| What is required |
Please count the lines below that hold the word "edges" and give the count without any other text.

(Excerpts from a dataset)
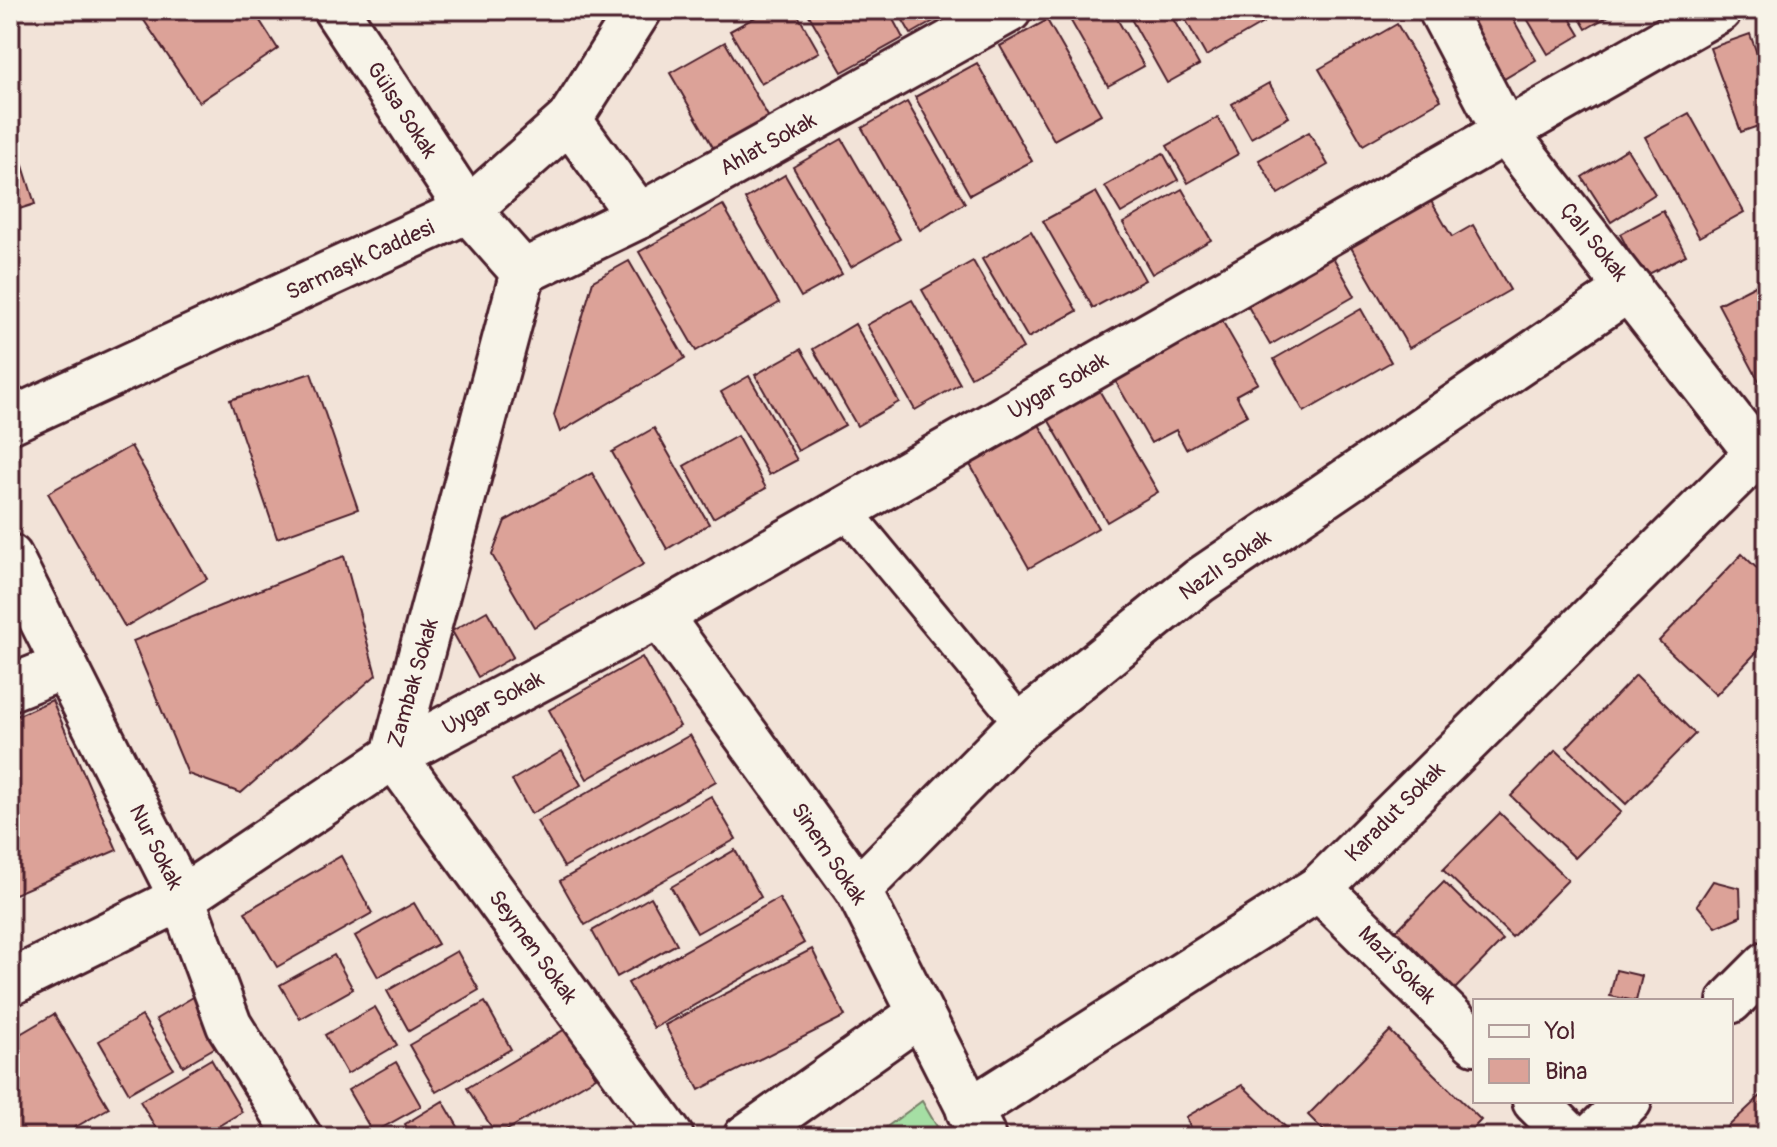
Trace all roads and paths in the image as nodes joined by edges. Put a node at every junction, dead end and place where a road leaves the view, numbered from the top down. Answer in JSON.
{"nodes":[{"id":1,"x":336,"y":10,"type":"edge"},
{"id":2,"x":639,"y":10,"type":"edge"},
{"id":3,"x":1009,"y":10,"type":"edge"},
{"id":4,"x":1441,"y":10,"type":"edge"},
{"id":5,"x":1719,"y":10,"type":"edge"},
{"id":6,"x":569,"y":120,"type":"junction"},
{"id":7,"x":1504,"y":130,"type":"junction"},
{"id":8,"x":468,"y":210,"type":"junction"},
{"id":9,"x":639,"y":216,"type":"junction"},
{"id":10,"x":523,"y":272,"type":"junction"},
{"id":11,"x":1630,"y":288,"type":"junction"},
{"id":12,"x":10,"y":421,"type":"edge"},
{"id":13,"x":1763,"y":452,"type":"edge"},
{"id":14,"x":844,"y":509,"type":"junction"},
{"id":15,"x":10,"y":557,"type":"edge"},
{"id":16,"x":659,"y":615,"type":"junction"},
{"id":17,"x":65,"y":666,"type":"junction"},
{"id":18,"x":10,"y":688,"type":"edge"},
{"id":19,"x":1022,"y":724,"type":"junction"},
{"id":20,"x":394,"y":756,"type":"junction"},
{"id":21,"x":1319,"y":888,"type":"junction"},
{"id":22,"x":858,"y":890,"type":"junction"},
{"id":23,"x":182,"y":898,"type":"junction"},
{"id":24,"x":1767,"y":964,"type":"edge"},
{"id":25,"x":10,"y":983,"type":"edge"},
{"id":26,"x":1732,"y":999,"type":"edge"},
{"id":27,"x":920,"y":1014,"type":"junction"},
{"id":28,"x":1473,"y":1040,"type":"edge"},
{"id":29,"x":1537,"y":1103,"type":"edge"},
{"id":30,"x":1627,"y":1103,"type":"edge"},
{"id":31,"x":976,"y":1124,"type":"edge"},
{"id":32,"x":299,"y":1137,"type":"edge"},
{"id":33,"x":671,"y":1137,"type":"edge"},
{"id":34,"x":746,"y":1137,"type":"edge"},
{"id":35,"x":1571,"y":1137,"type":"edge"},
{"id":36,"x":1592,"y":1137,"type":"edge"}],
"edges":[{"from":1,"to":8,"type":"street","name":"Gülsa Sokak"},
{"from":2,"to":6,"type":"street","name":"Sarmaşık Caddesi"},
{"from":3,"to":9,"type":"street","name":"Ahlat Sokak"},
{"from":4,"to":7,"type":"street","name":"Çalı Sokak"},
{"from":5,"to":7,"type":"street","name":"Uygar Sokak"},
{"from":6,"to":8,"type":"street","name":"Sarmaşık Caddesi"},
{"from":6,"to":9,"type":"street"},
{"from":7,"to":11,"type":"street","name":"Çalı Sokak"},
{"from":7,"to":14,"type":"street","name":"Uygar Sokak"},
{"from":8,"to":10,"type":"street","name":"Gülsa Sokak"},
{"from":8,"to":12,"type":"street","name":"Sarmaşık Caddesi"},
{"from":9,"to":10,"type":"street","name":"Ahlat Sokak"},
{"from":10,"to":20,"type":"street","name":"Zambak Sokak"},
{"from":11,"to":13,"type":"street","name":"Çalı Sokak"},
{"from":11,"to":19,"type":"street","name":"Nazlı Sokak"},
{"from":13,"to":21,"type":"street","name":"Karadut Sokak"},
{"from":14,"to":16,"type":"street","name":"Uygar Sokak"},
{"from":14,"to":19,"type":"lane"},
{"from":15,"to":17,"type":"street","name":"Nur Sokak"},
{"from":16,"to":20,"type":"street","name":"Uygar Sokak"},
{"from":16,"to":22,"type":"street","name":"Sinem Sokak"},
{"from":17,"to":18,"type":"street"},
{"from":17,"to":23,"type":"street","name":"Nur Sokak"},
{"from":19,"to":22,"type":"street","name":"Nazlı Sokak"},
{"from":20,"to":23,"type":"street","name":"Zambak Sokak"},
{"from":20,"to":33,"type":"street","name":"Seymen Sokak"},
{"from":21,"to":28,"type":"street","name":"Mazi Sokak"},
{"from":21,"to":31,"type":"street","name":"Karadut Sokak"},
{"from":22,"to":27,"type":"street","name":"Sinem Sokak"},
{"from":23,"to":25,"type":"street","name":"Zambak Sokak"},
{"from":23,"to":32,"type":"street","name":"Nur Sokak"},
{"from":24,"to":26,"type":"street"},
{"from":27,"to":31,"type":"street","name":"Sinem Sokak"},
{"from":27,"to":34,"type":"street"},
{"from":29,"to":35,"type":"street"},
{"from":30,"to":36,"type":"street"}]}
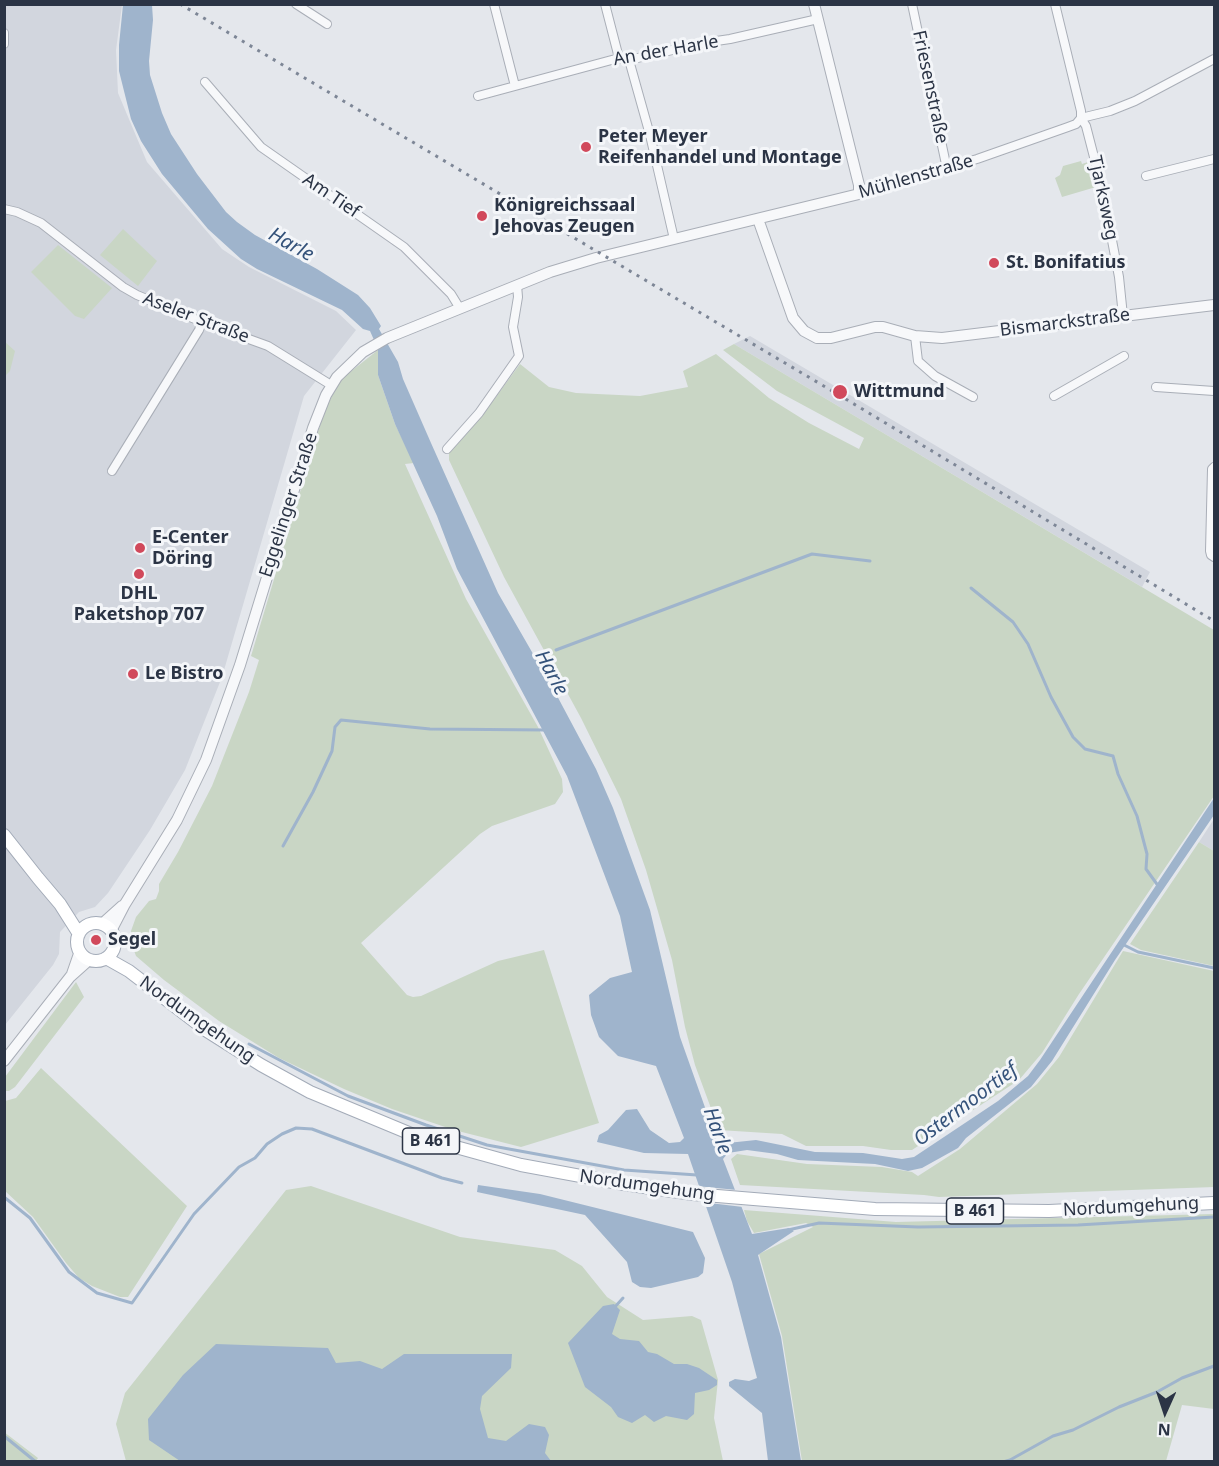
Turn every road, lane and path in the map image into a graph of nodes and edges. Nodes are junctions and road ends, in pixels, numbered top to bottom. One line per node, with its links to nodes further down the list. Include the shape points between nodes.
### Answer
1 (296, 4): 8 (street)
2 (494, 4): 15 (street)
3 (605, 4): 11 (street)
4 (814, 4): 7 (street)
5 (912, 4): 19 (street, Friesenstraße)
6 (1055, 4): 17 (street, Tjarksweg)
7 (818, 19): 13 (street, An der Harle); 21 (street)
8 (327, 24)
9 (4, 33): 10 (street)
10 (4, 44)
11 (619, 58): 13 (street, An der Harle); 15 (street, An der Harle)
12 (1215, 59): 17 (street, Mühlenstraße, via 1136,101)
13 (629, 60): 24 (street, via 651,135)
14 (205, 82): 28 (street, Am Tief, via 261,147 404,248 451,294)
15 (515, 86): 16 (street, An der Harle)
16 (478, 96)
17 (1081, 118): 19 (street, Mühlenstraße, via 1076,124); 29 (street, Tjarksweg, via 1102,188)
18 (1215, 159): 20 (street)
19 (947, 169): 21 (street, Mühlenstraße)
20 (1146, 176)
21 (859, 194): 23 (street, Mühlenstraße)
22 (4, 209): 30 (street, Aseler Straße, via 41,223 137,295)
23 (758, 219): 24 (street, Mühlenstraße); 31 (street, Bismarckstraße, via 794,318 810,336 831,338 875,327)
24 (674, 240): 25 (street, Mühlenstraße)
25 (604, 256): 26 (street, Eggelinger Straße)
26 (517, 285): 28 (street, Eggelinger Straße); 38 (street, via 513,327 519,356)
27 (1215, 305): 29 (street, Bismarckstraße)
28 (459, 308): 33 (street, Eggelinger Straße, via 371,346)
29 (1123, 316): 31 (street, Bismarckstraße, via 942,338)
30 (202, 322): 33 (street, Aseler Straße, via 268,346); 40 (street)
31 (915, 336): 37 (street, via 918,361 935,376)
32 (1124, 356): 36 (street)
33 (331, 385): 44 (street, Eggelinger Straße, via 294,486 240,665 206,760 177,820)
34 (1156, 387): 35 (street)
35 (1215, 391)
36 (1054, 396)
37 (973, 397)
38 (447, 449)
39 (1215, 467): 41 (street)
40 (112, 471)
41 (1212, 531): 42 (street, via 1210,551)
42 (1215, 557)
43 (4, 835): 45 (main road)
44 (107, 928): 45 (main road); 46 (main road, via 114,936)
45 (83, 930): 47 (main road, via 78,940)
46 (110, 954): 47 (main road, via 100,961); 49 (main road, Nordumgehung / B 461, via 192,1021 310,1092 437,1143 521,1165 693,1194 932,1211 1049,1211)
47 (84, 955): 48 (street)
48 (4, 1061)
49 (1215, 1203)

| Written solution |
3